My critical engagement with JIP in this review article ought not to be read as detracting from the very substantial contribution that it makes. The mere fact of a US scholar as distinguished as Merges rejecting the standard utilitarian arguments for the existence of IP is of itself sufficient to make the book of interest. But beyond and more important than this, JIP represents an important and enormously stimulating contribution to IP scholarship in its direct engagement with the theoretical and operational foundations of the copyright and patent systems particularly, including its use of classical legal theories of rules and principles to explain those systems' current form and development.
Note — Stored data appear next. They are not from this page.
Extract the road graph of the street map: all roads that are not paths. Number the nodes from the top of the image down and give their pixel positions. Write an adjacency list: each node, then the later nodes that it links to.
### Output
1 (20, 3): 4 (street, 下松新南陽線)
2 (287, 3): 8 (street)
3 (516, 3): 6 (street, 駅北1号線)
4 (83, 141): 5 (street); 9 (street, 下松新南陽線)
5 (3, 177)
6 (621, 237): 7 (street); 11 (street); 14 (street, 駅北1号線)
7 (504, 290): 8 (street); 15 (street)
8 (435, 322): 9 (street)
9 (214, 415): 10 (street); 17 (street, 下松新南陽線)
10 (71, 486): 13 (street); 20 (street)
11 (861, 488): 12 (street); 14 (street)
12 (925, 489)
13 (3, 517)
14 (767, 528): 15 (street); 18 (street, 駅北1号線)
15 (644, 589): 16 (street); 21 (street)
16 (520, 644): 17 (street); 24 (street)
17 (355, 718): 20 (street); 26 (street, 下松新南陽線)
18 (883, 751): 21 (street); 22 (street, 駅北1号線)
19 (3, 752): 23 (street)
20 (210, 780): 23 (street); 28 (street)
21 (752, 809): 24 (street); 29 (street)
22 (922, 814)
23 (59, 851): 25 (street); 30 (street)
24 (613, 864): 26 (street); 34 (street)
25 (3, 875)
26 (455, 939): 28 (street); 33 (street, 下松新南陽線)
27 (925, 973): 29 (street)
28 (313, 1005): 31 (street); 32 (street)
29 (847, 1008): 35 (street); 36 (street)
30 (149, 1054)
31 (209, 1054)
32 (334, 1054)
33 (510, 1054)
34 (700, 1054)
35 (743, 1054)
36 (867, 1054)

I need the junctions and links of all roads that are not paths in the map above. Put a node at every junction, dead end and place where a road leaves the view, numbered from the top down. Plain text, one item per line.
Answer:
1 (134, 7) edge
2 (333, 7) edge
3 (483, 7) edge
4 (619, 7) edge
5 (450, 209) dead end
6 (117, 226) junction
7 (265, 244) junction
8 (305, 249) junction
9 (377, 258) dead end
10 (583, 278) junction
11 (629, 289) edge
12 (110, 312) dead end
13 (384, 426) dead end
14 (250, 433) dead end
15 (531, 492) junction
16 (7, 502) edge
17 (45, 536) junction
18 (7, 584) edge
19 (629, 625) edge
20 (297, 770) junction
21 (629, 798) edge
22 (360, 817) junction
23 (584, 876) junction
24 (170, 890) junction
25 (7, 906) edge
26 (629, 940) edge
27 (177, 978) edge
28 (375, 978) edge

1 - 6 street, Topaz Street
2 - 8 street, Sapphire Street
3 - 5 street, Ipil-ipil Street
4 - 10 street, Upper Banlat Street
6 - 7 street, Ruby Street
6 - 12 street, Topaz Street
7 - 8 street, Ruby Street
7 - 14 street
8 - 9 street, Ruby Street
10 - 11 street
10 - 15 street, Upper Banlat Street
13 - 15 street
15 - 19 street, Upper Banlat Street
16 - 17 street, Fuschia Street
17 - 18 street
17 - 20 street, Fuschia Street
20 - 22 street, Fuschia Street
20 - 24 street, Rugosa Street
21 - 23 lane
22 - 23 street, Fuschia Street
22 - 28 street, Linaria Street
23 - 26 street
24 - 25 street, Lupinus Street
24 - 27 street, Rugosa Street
While strongly informed by US law and jurisprudence, it transcends jurisdictional divisions to offer insights on questions, which, while old, have great contemporary relevance and importance, including for the pressing challenge of finding ways to accommodate different IP rules and policies in the increasingly harmonized field of intellectual property.
Abstract
This review article offers a European perspective on the pluralistic, principles-based model of intellectual property (IP) advanced by Robert Merges in his book Justifying Intellectual Property. After introducing Merges's model and theory of IP with reference to IP theories generally, other pluralistic legal models, and patterns of judicial reasoning in the patent and copyright fields, the article argues that European jurisprudence offers broad support for Merges's operational model of IP, while also challenging certain aspects of his wider analysis. They include his `one size fits all' foundational theory of IP, his account of key IP rules and practices, and his choice and conception of IP's midlevel principles. Through this critique the article draws attention to the utilitarian bias of Merges's model; a bias which undermines its pluralistic claims, in part by undermining Merges's own foundational theory of IP. The result is to underline the limits of a regime unconcerned with its own normative basis, and the need for more rather than less discussion of IP theory, including more work of the type that Merges's book undertakes.